T.-A. Meier a, E. Poehler a, F. Kemper b, O. Pabst b, H.-G. Jahnke c, E. Beckert b, A. Robitzki c and D. Belder *a
aInstitut für Analytische Chemie, Universität Leipzig, Johannisallee 29, 04103 Leipzig, Germany. E-mail: belder@uni-leipzig.de; Fax: +49 341 97 36115; Tel: +49 341 97 36091
bFraunhofer-Institut für Angewandte Optik und Feinmechanik (IOF), Albert-Einstein-Straße 7, 07745 Jena, Germany
cInstitut für Molekularbiologisch-Biochemische Prozesstechnik, Universität Leipzig, Deutscher Platz 5, 04103 Leipzig, Germany

Received 1st April 2015 , Accepted 27th May 2015

First published on 27th May 2015


Abstract

A microfluidic chip approach utilising integrated electrically connected stationary SERS targets based on inkjet-printed silver nanoparticles is presented. It enables multiple interference-free consecutive surface-enhanced Raman measurements inside chip channels by electrically assisted regeneration of the stationary SERS substrate. Thereby it circumvents common adsorption and memory effect problems associated with stationary SERS targets allowing multiple consecutive measurements in a continuous-flow system.


Introduction

Within the past ten years surface-enhanced Raman spectroscopy (SERS) has become increasingly important within the field of microfluidics due to its potential for label-free, non-destructive and sensitive on-chip detection.1 In addition, it provides structural information making it an attractive tool for usage in a wide application area. Fields of interest are chemical2–4 and biological5–7 analyses as well as detection in separation techniques8–10 and reaction monitoring.11

Traditionally, suspended nanoparticles as SERS substrates have played a key role in microfluidic SERS measurements. They can be used straightforwardly in both continuous12 and segmented-flow13–16 systems.

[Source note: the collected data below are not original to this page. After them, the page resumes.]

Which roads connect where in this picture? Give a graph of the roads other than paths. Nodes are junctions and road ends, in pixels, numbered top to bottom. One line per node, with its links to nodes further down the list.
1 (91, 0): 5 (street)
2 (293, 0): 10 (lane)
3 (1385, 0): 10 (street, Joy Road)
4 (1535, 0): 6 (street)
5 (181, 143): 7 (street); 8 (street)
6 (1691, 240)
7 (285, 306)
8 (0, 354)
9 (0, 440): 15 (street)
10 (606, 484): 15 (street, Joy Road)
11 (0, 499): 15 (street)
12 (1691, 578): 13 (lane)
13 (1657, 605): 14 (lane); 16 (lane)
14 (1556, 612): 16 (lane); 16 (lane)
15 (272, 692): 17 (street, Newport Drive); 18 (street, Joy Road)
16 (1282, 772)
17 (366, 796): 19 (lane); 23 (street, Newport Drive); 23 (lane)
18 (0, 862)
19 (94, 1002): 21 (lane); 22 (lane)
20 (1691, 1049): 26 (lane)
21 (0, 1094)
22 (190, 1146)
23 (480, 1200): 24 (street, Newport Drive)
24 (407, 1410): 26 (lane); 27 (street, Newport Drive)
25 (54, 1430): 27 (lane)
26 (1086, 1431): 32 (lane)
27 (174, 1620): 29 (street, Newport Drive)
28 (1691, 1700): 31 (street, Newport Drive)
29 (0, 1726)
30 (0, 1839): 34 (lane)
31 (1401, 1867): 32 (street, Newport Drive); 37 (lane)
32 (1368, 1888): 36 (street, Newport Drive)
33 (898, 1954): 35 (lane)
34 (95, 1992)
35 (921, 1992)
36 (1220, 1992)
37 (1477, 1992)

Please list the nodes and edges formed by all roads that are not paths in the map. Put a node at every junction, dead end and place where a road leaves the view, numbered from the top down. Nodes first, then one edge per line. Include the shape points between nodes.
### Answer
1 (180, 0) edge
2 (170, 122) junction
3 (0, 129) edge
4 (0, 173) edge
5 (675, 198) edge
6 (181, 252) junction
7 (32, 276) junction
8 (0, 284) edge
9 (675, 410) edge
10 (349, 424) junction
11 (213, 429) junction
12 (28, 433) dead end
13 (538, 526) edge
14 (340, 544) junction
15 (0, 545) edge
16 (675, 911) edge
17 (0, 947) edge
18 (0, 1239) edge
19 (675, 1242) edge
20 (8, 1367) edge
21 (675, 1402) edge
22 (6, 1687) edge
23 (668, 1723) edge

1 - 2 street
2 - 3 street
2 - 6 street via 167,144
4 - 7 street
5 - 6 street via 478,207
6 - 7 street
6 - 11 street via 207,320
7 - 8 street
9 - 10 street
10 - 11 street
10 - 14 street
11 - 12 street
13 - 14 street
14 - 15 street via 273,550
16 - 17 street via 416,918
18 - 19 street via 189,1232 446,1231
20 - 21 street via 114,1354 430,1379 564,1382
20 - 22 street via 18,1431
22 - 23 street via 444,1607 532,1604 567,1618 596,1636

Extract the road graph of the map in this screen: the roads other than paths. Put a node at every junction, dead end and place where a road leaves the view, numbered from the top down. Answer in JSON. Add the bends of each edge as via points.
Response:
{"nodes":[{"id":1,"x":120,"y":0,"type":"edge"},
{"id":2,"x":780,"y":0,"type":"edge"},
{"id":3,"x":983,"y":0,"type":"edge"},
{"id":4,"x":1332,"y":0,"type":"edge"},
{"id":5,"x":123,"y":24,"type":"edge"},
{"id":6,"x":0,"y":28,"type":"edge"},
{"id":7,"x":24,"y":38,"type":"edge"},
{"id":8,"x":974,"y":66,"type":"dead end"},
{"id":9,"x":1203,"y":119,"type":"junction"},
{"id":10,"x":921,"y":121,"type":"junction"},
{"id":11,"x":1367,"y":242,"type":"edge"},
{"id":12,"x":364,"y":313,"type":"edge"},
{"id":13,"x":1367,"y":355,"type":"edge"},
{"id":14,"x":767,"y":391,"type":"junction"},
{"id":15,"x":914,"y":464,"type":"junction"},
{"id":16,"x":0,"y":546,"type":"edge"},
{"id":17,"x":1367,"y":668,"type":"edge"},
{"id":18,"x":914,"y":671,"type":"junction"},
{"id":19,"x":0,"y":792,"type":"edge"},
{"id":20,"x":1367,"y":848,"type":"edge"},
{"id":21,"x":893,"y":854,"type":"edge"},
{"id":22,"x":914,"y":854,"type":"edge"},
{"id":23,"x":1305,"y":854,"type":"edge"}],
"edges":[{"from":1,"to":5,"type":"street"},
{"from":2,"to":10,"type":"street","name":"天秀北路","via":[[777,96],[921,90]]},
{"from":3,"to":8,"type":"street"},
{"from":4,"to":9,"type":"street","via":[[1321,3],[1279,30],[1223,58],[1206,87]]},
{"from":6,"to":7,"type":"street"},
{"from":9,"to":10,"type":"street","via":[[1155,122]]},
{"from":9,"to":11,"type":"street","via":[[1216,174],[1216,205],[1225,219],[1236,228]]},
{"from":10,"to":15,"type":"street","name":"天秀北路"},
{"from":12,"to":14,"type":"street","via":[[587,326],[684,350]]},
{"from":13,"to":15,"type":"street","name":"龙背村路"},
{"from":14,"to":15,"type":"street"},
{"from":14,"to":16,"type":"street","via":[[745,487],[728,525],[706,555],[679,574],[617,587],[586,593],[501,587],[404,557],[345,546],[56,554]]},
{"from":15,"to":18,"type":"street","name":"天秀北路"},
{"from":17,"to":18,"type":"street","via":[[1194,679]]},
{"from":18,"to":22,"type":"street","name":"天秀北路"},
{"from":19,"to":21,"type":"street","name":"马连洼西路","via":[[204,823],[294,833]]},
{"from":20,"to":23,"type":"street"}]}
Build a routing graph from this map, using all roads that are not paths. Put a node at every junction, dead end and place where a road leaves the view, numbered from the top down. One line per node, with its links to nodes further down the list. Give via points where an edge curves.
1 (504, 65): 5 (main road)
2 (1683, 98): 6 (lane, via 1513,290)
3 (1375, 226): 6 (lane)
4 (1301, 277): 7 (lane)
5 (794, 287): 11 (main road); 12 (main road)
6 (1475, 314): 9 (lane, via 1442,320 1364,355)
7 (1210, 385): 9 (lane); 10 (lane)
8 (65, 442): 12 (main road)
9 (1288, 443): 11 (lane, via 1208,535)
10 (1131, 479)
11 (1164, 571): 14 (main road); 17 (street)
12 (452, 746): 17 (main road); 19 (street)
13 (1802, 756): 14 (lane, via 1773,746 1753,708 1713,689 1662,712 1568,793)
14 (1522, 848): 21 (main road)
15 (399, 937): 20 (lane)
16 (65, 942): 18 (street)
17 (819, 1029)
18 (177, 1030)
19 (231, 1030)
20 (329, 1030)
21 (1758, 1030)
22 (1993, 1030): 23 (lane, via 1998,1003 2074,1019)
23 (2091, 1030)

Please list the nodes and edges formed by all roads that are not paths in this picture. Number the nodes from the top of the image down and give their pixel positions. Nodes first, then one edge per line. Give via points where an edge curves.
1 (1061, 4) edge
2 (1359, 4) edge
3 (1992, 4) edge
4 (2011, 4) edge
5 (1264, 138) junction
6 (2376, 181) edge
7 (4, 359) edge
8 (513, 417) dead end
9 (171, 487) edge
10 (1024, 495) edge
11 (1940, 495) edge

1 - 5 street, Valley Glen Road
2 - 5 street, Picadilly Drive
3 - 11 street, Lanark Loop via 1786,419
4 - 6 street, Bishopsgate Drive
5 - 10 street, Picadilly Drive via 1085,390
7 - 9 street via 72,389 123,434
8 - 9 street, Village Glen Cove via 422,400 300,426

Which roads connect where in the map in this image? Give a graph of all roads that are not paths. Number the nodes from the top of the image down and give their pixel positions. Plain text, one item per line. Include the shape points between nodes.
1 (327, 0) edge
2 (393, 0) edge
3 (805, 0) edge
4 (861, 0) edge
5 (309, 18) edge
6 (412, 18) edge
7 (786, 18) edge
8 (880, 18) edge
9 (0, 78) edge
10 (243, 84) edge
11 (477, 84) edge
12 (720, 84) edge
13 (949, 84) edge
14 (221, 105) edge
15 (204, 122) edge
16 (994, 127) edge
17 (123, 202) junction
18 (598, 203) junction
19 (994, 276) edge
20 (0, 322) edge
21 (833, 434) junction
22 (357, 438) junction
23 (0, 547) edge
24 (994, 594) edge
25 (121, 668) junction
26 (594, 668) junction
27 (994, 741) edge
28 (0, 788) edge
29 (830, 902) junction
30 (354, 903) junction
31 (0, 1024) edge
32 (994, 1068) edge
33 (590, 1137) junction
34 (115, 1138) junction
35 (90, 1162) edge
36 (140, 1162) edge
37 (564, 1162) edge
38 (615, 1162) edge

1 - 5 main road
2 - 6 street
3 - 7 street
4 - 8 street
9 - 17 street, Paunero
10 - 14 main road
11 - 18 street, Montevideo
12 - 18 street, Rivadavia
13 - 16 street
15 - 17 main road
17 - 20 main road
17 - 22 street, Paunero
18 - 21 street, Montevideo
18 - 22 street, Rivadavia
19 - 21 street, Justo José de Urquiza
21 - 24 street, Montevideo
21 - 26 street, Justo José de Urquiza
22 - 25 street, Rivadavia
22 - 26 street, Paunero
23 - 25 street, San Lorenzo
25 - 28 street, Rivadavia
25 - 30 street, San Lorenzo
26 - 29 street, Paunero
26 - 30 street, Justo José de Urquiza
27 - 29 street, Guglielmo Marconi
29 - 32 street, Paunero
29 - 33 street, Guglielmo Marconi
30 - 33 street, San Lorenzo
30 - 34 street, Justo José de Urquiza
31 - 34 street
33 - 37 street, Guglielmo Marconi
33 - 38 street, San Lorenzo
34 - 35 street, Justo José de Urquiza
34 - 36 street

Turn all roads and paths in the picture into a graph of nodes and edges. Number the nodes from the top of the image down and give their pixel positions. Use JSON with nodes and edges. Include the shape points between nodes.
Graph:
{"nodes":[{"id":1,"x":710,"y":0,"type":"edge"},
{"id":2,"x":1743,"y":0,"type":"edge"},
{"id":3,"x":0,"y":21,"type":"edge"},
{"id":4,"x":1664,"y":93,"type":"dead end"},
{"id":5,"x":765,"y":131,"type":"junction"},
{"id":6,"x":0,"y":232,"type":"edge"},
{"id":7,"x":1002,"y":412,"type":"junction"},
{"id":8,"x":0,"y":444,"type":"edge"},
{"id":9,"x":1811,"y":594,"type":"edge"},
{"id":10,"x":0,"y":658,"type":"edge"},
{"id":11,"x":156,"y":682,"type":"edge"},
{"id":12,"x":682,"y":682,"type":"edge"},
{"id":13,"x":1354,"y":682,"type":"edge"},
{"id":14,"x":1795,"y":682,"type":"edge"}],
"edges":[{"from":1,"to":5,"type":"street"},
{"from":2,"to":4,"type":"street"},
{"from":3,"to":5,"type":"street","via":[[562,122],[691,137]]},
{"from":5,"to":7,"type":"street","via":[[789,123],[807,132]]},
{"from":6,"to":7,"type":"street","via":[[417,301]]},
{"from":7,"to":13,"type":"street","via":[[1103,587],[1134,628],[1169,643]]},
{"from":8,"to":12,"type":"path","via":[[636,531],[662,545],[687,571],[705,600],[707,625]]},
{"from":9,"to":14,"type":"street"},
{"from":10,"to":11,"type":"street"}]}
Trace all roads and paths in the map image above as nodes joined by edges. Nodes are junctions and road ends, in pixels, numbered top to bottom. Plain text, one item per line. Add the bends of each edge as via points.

The use of particle suspensions to promote SERS-detection in microfluidics, however, can be problematic as it can contaminate or even clog microfluidic channels13,17 and it can also interfere negatively with downstream processes. Stationary substrates such as roughed silver surfaces18 or immobilized nanoparticles19,20 provide interesting alternatives with the additional promise of being more suitable for quantitative analytics.21,22

The utilisation of stationary substrates in flow-through systems is, however, hampered by the strong adsorption of analyte molecules to the SERS substrate, causing a so-called memory effect.23 This often irreversible adsorption of analytes to the SERS-active surface causes sample carry-over and impedes the broad application of SERS as detection technique in advanced lab-on-a-chip applications such as flow synthesis24–27 or separation techniques.28 Especially in chip-based separation techniques there is a great demand for label-free detection methods.29–32 The corresponding application of SERS could thus be a break-through in chip electrophoresis, chip chromatography or flow chemistry. A prerequisite, however, is a fast desorption of molecules from such immobile SERS-active substrates present in integrated detection flow cells. This is necessary to avoid both, signal carry-over and a potential blockade of the SERS-active spots.4 To the best of our knowledge a necessary fast and straightforward regeneration of SERS surfaces immobilised in microfluidic devices has not yet been described. Literature on conventional macroscopic flow cells, however, indicates that this could be achieved by electrically assisted desorption.33–36

We present a microfluidic system using electrically assisted substrate regeneration for inline SERS detection in chip-based systems. A chip-integrated electrically regenerable SERS substrate is used giving access to sensitive interference-free Raman spectroscopic monitoring of different successively transported compounds in flow (see Fig. 1).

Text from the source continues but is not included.